James I levied additional customs which were called impositions, and the judges in 1606 properly decided that these were legal. But they increased James's unpopularity; and, as a precaution, parliament would only grant Charles I tonnage and poundage (the normal customs duties) for one year after his accession instead of for life. Charles contended that parliament had, owing to non-user, lost the right of refusing these supplies to the crown; he proceeded to levy them by his own authority, and further demanded a general forced loan and benevolence. For refusing to pay, five knights were sent to prison by order of the privy council "without cause shewn," whereby the crown avoided a judicial decision on the legality of the loan. This provoked the Petition of Right in 1628; but in 1629 Charles finally quarrelled with parliament over the question whether in assenting to the petition he had abandoned his right to levy tonnage and poundage. For eleven years he ruled without parliament, raising supplies by various obsolete expedients culminating in ship money, on behalf of which many patriotic arguments about the necessities of naval defence were used.
He was brought up sharply when he began to kick against the Presbyterian pricks of Scotland; and the expenses of the Bishops' War put an end to the hand-to-mouth existence of his unparliamentary government in England. The Long parliament went to the root of the matter by demanding triennial sessions and the choice of ministers who had the confidence of parliament. It emphasized its insistence upon ministerial responsibility to parliament by executing Strafford and afterwards Laud. Charles, who laboured under the impression common to reactionaries that they are defending the rights of the people, contended that, in claiming an unfettered right to choose his own advisers, he was championing one of the most obvious liberties of the subject. Parliament, however, had realized that in politics principles consist of details as a pound consists of pence; and that if it wanted sound legislative principles, it must take care of the details of administration.

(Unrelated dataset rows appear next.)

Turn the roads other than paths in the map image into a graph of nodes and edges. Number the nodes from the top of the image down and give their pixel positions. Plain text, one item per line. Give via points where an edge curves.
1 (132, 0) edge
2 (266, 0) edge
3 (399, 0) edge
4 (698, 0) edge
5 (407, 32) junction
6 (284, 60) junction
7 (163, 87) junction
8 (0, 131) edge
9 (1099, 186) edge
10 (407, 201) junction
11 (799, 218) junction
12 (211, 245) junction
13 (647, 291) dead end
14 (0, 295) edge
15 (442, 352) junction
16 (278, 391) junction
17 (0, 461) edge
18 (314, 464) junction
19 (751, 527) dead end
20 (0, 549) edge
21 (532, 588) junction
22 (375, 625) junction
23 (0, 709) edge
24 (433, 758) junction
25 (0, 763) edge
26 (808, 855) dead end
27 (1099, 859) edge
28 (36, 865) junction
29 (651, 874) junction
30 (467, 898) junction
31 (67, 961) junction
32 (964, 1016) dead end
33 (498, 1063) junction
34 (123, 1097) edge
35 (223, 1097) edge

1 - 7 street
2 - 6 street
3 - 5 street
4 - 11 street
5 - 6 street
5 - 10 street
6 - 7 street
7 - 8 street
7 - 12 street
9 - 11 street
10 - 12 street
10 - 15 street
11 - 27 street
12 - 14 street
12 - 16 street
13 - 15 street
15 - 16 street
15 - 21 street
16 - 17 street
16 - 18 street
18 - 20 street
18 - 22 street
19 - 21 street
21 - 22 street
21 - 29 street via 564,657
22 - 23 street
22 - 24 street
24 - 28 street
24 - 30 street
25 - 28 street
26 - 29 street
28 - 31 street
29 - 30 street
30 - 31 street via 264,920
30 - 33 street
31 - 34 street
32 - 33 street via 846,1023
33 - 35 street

Charles had ruled eleven years without parliament; but so had Wolsey, and Elizabeth had apologized when she called it together oftener than about once in five years. If the state had had more financial ballast, and the church had been less high and top-heavy, Charles might seemingly have weathered the storm and let parliament subside into impotence, as the Bourbons let the States-General of France, without any overt breach of the constitution. After all, the original design of the crown had been to get money out of parliament, and the main object of parliament had once been to make the king live of his own. A king content with parsimony might lawfully dispense with parliament; and the eleven years had shown the precarious basis of parliamentary institutions, given a thrifty king and an unambitious country. Events were demonstrating the truth of Hobbes's maxim that sovereignty is indivisible; peace could not be kept between a sovereign legislature and a sovereign executive; parliament must control the crown, or some day the eleven years would recur and become perpetual. In France, unparliamentary government was prolonged by the victory of the crown for a century and three-quarters. In England, Charles's was the last experiment, because parliament defeated the claim of the crown to rule by means of irresponsible ministers.